At 3 PM, on March 22nd, 2016, in the ceremonial hall of the Hungarian National Museum, the fourth volume in the VERITAS Books series will be introduced to the wider public. Written by Ádám Somorjai OSB (Ordo Sancti Benedicti) and VERITAS’ Tibor Zinner, A Szabadság térről Washingtonon át a Vatikánba – és vissza (From Freedom Square to the Vatican via Washington – and Back) looks at Cardinal József Mindszenty’s correspondences with the pope and other Vatican officials while living at the American Embassy in Budapest as a political refugee. Archbishop of Kalocsa-Keskemét Balázs Bábel and Eötvös Loránd University Rector Barna Mezey will acquaint the audience with the book.

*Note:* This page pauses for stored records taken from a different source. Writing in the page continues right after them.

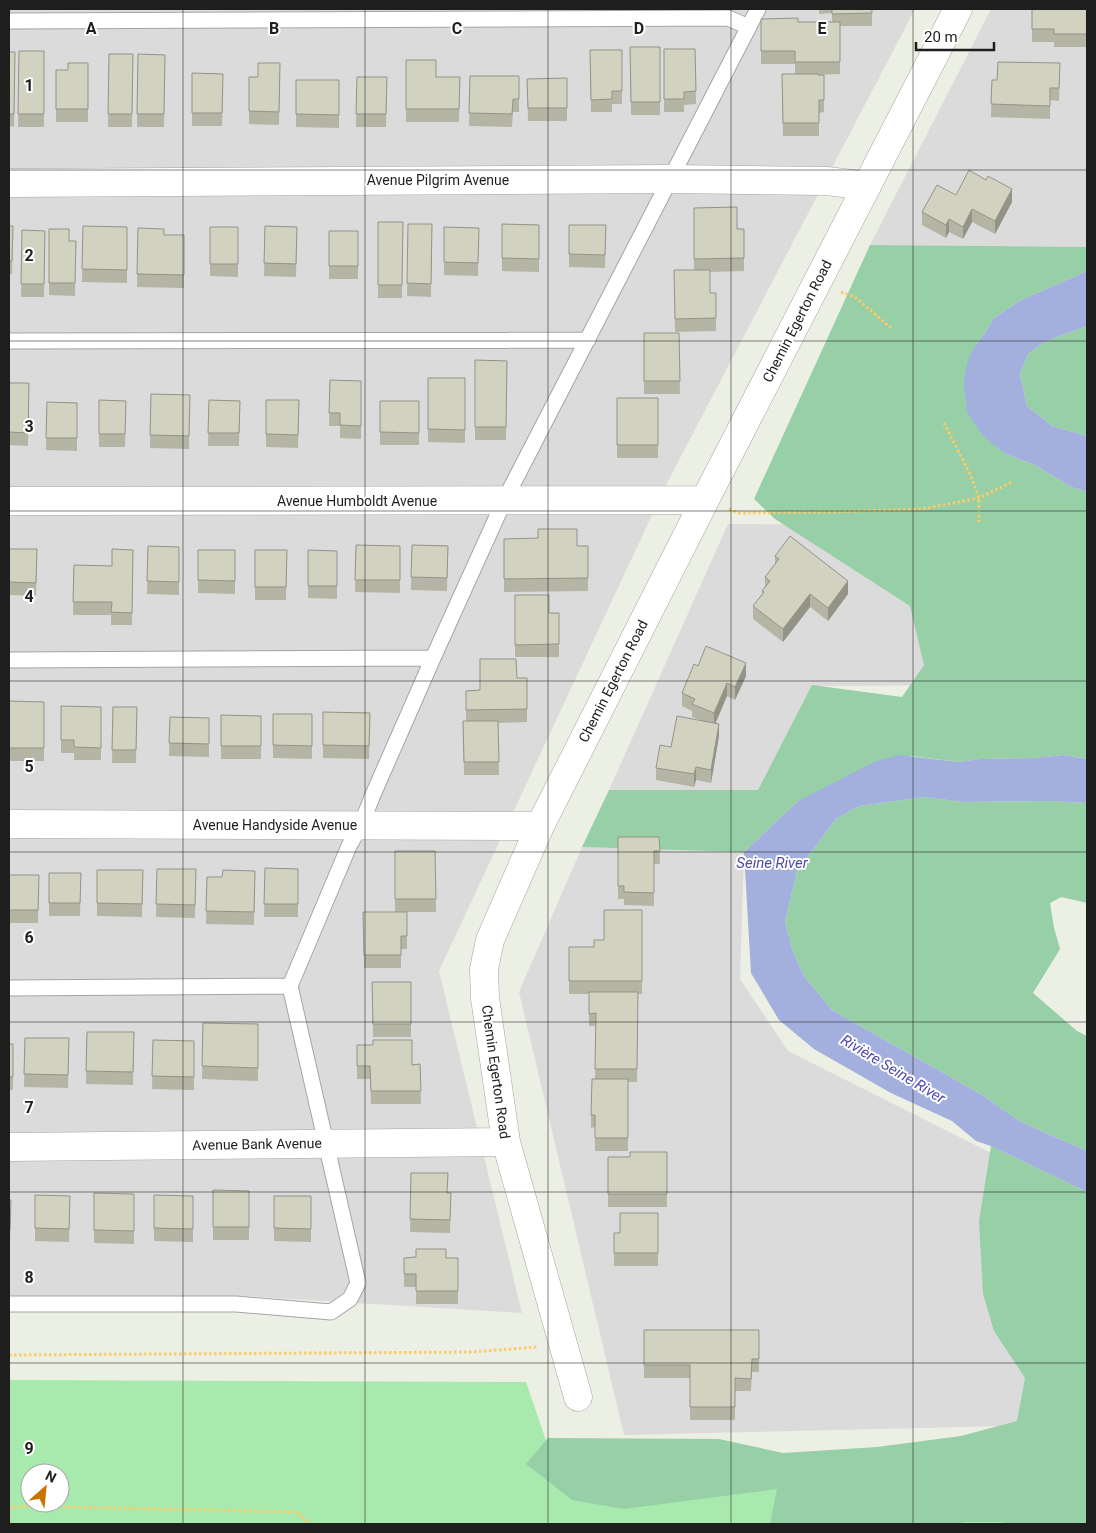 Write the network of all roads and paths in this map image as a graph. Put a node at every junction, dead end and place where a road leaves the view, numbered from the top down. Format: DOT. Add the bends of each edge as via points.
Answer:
graph roads {
  1 [pos="758,9"];
  2 [pos="958,9"];
  3 [pos="9,21"];
  4 [pos="749,27"];
  5 [pos="672,179"];
  6 [pos="9,183"];
  7 [pos="867,186"];
  8 [pos="817,283"];
  9 [pos="891,328"];
  10 [pos="588,340"];
  11 [pos="9,341"];
  12 [pos="944,424"];
  13 [pos="1012,482"];
  14 [pos="978,498"];
  15 [pos="705,500"];
  16 [pos="9,501"];
  17 [pos="504,501"];
  18 [pos="979,522"];
  19 [pos="433,658"];
  20 [pos="9,660"];
  21 [pos="9,824"];
  22 [pos="361,825"];
  23 [pos="540,826"];
  24 [pos="290,986"];
  25 [pos="9,988"];
  26 [pos="506,1142"];
  27 [pos="327,1144"];
  28 [pos="9,1147"];
  29 [pos="9,1304"];
  30 [pos="563,1345"];
  31 [pos="9,1355"];
  32 [pos="578,1397"];
  33 [pos="9,1508"];
  34 [pos="310,1524"];
  1 -- 4 [label="lane"];
  2 -- 7 [label="street, Chemin Egerton Road"];
  3 -- 4 [label="lane" via="728,18"];
  4 -- 5 [label="lane"];
  5 -- 6 [label="street, Avenue Pilgrim Avenue"];
  5 -- 7 [label="street, Avenue Pilgrim Avenue" via="827,180"];
  5 -- 10 [label="lane"];
  7 -- 8 [label="street, Chemin Egerton Road"];
  8 -- 9 [label="path" via="855,297"];
  8 -- 15 [label="street, Chemin Egerton Road"];
  10 -- 11 [label="lane"];
  10 -- 17 [label="lane"];
  12 -- 14 [label="path" via="970,474"];
  13 -- 14 [label="path"];
  14 -- 15 [label="path" via="923,509 740,513"];
  14 -- 18 [label="path"];
  15 -- 17 [label="street, Avenue Humboldt Avenue"];
  15 -- 23 [label="street, Chemin Egerton Road"];
  16 -- 17 [label="street, Avenue Humboldt Avenue"];
  17 -- 19 [label="lane"];
  19 -- 20 [label="lane"];
  19 -- 22 [label="lane"];
  21 -- 22 [label="street, Avenue Handyside Avenue"];
  22 -- 23 [label="street, Avenue Handyside Avenue"];
  22 -- 24 [label="lane" via="349,846"];
  23 -- 26 [label="street, Chemin Egerton Road" via="490,940 484,969 485,998"];
  24 -- 25 [label="lane"];
  24 -- 27 [label="lane"];
  26 -- 27 [label="street, Avenue Bank Avenue"];
  26 -- 30 [label="street, Chemin Egerton Road"];
  27 -- 28 [label="street, Avenue Bank Avenue"];
  27 -- 29 [label="lane" via="358,1283 350,1299 331,1312 236,1304"];
  30 -- 31 [label="path" via="471,1352"];
  30 -- 32 [label="street, Chemin Egerton Road"];
  33 -- 34 [label="path" via="297,1512"];
}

József Mindszenty, Archbishop of Esztergom and Prince Primate of Hungary, spent almost fifteen years at the American embassy in Budapest, between 1956 and 1971. In the early years the Americans did not allow him to stay in touch with – as they referred to it – “his spiritual leaders”. In 1962, by which time it had become clear that a solution to the Archbishop’s plight, his potential departure from the embassy, would not be put forward by the Vatican, the letters he wrote first to Pope John XIII, and then to his successor Pope Paul VI, and to the bishops grew in number. Since the Vatican archives remain inaccessible for the time being, the authors have used copies of these correspondences stored at the U.S. National Archives and Records Administration to translate into Hungarian the 119 letters and 79 messages found in their book. Through these correspondences the Cardinal’s thoughts and viewpoints are revealed on any number of topics: including, for example, János Kádár, Hungary’s communist leader; abortion statistics during the communist era; the Humanae Vitae, the encyclical written by Pope Paul VI; his status as a refugee; Trianon; and his jurisdiction as Prince Primate. Mindszenty believed that Rome should make no changes – nihil innovetur – while communism endured. (He believed communism would not.) This volume is the second, and larger, collection of Mindszenty’s correspondences. It adds to the story that the authors have already shared apropos of his letters to American presidents and secretaries of state. In contrast to those written to America’s political leadership, Mindszenty’s letters to the Vatican were often answered, which the Americans received and then forwarded via diplomatic channels – Apostolic Nunciature. As such American diplomacy was always well informed about Mindszenty’s viewpoints.
At the same time the volume provides the reader with an unbiased view (via source documents) of the Vatican’s Eastern Bloc foreign policy (Ostpolitik).